The task → Before you finish, make sure each line of the records has been retyped exactly.

(Collected data entries)
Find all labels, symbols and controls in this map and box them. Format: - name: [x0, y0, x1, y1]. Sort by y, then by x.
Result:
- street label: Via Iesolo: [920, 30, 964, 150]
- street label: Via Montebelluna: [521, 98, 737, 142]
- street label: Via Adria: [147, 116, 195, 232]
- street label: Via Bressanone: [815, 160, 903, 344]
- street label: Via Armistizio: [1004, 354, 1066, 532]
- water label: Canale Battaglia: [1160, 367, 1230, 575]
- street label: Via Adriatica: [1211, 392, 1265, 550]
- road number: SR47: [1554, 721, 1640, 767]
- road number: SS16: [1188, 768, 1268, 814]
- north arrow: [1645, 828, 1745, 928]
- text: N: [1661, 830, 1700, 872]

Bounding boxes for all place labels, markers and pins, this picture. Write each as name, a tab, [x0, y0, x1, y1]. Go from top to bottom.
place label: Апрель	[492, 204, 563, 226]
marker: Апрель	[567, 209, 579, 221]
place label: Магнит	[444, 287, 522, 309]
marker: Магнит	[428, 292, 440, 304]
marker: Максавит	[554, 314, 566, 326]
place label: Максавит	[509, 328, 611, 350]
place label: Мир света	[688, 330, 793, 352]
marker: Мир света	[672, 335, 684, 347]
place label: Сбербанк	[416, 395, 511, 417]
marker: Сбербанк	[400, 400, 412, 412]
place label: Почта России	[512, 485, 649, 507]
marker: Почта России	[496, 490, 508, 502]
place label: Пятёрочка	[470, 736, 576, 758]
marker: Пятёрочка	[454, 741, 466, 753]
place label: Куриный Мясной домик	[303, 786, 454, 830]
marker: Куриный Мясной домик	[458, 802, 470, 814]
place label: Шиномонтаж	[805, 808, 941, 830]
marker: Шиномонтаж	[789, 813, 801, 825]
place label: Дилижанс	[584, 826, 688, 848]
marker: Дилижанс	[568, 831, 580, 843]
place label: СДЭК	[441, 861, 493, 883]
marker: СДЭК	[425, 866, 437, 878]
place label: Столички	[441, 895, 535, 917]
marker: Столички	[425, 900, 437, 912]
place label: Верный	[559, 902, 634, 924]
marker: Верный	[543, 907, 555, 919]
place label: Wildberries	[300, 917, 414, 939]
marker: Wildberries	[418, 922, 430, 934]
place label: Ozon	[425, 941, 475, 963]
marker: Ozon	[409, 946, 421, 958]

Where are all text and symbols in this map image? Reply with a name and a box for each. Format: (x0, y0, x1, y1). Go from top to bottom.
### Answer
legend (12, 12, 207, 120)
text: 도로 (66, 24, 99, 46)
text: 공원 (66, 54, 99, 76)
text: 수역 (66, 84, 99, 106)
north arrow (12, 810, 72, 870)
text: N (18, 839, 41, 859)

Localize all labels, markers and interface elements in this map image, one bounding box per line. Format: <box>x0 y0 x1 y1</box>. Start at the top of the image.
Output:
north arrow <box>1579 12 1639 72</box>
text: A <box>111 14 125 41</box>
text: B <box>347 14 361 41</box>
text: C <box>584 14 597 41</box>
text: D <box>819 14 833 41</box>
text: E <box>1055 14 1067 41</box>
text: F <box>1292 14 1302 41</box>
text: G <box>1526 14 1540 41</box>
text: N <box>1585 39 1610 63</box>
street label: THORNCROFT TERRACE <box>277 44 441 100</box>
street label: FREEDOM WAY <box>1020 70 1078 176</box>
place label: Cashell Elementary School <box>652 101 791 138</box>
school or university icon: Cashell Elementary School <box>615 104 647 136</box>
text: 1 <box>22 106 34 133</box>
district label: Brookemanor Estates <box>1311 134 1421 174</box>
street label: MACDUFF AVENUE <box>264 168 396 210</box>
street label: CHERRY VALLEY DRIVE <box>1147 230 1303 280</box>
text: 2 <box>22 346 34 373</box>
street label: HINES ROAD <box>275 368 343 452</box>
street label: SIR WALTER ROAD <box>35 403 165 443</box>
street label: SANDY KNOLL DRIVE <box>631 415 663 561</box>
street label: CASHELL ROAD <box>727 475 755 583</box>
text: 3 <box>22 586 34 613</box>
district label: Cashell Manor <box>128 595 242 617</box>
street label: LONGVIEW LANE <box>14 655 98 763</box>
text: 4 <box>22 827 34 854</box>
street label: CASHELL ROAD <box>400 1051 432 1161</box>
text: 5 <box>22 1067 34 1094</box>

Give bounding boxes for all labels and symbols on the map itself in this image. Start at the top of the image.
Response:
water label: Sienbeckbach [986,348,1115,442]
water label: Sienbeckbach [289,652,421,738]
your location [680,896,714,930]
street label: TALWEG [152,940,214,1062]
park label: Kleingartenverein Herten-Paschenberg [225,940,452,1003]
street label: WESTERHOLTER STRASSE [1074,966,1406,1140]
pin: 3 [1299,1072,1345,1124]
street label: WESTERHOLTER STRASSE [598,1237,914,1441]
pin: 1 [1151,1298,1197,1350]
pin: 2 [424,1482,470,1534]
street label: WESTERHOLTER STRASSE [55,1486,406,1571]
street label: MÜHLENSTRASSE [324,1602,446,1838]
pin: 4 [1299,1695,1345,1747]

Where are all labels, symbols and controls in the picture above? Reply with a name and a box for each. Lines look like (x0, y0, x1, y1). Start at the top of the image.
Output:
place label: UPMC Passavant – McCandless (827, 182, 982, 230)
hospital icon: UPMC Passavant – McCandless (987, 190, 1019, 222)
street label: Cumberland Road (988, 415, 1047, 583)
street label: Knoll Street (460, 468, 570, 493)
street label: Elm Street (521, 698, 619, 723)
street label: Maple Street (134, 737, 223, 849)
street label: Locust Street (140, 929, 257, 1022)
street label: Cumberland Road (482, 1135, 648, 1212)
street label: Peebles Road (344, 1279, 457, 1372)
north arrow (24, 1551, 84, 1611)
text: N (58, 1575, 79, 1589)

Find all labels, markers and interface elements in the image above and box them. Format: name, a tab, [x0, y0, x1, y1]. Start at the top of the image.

Solution →
Find all labels, symbols and controls in this map and box them. Format: - name: [x0, y0, x1, y1]. Sort by y, then by x.
Result:
- street label: Via Iesolo: [920, 30, 964, 150]
- street label: Via Montebelluna: [521, 98, 737, 142]
- street label: Via Adria: [147, 116, 195, 232]
- street label: Via Bressanone: [815, 160, 903, 344]
- street label: Via Armistizio: [1004, 354, 1066, 532]
- water label: Canale Battaglia: [1160, 367, 1230, 575]
- street label: Via Adriatica: [1211, 392, 1265, 550]
- road number: SR47: [1554, 721, 1640, 767]
- road number: SS16: [1188, 768, 1268, 814]
- north arrow: [1645, 828, 1745, 928]
- text: N: [1661, 830, 1700, 872]

Bounding boxes for all place labels, markers and pins, this picture. Write each as name, a tab, [x0, y0, x1, y1]. Go from top to bottom.
place label: Апрель	[492, 204, 563, 226]
marker: Апрель	[567, 209, 579, 221]
place label: Магнит	[444, 287, 522, 309]
marker: Магнит	[428, 292, 440, 304]
marker: Максавит	[554, 314, 566, 326]
place label: Максавит	[509, 328, 611, 350]
place label: Мир света	[688, 330, 793, 352]
marker: Мир света	[672, 335, 684, 347]
place label: Сбербанк	[416, 395, 511, 417]
marker: Сбербанк	[400, 400, 412, 412]
place label: Почта России	[512, 485, 649, 507]
marker: Почта России	[496, 490, 508, 502]
place label: Пятёрочка	[470, 736, 576, 758]
marker: Пятёрочка	[454, 741, 466, 753]
place label: Куриный Мясной домик	[303, 786, 454, 830]
marker: Куриный Мясной домик	[458, 802, 470, 814]
place label: Шиномонтаж	[805, 808, 941, 830]
marker: Шиномонтаж	[789, 813, 801, 825]
place label: Дилижанс	[584, 826, 688, 848]
marker: Дилижанс	[568, 831, 580, 843]
place label: СДЭК	[441, 861, 493, 883]
marker: СДЭК	[425, 866, 437, 878]
place label: Столички	[441, 895, 535, 917]
marker: Столички	[425, 900, 437, 912]
place label: Верный	[559, 902, 634, 924]
marker: Верный	[543, 907, 555, 919]
place label: Wildberries	[300, 917, 414, 939]
marker: Wildberries	[418, 922, 430, 934]
place label: Ozon	[425, 941, 475, 963]
marker: Ozon	[409, 946, 421, 958]

Where are all text and symbols in this map image? Reply with a name and a box for each. Format: (x0, y0, x1, y1). Go from top to bottom.
### Answer
legend (12, 12, 207, 120)
text: 도로 (66, 24, 99, 46)
text: 공원 (66, 54, 99, 76)
text: 수역 (66, 84, 99, 106)
north arrow (12, 810, 72, 870)
text: N (18, 839, 41, 859)

Localize all labels, markers and interface elements in this map image, one bounding box per line. Format: <box>x0 y0 x1 y1</box>. Start at the top of the image.
Output:
north arrow <box>1579 12 1639 72</box>
text: A <box>111 14 125 41</box>
text: B <box>347 14 361 41</box>
text: C <box>584 14 597 41</box>
text: D <box>819 14 833 41</box>
text: E <box>1055 14 1067 41</box>
text: F <box>1292 14 1302 41</box>
text: G <box>1526 14 1540 41</box>
text: N <box>1585 39 1610 63</box>
street label: THORNCROFT TERRACE <box>277 44 441 100</box>
street label: FREEDOM WAY <box>1020 70 1078 176</box>
place label: Cashell Elementary School <box>652 101 791 138</box>
school or university icon: Cashell Elementary School <box>615 104 647 136</box>
text: 1 <box>22 106 34 133</box>
district label: Brookemanor Estates <box>1311 134 1421 174</box>
street label: MACDUFF AVENUE <box>264 168 396 210</box>
street label: CHERRY VALLEY DRIVE <box>1147 230 1303 280</box>
text: 2 <box>22 346 34 373</box>
street label: HINES ROAD <box>275 368 343 452</box>
street label: SIR WALTER ROAD <box>35 403 165 443</box>
street label: SANDY KNOLL DRIVE <box>631 415 663 561</box>
street label: CASHELL ROAD <box>727 475 755 583</box>
text: 3 <box>22 586 34 613</box>
district label: Cashell Manor <box>128 595 242 617</box>
street label: LONGVIEW LANE <box>14 655 98 763</box>
text: 4 <box>22 827 34 854</box>
street label: CASHELL ROAD <box>400 1051 432 1161</box>
text: 5 <box>22 1067 34 1094</box>

Give bounding boxes for all labels and symbols on the map itself in this image. Start at the top of the image.
Response:
water label: Sienbeckbach [986,348,1115,442]
water label: Sienbeckbach [289,652,421,738]
your location [680,896,714,930]
street label: TALWEG [152,940,214,1062]
park label: Kleingartenverein Herten-Paschenberg [225,940,452,1003]
street label: WESTERHOLTER STRASSE [1074,966,1406,1140]
pin: 3 [1299,1072,1345,1124]
street label: WESTERHOLTER STRASSE [598,1237,914,1441]
pin: 1 [1151,1298,1197,1350]
pin: 2 [424,1482,470,1534]
street label: WESTERHOLTER STRASSE [55,1486,406,1571]
street label: MÜHLENSTRASSE [324,1602,446,1838]
pin: 4 [1299,1695,1345,1747]

Where are all labels, symbols and controls in the picture above? Reply with a name and a box for each. Lines look like (x0, y0, x1, y1). Start at the top of the image.
Output:
place label: UPMC Passavant – McCandless (827, 182, 982, 230)
hospital icon: UPMC Passavant – McCandless (987, 190, 1019, 222)
street label: Cumberland Road (988, 415, 1047, 583)
street label: Knoll Street (460, 468, 570, 493)
street label: Elm Street (521, 698, 619, 723)
street label: Maple Street (134, 737, 223, 849)
street label: Locust Street (140, 929, 257, 1022)
street label: Cumberland Road (482, 1135, 648, 1212)
street label: Peebles Road (344, 1279, 457, 1372)
north arrow (24, 1551, 84, 1611)
text: N (58, 1575, 79, 1589)

Find all labels, markers and interface elements in the image above and box them. Format: name, a tab, [x0, y0, x1, y1]. Start at the top of the image.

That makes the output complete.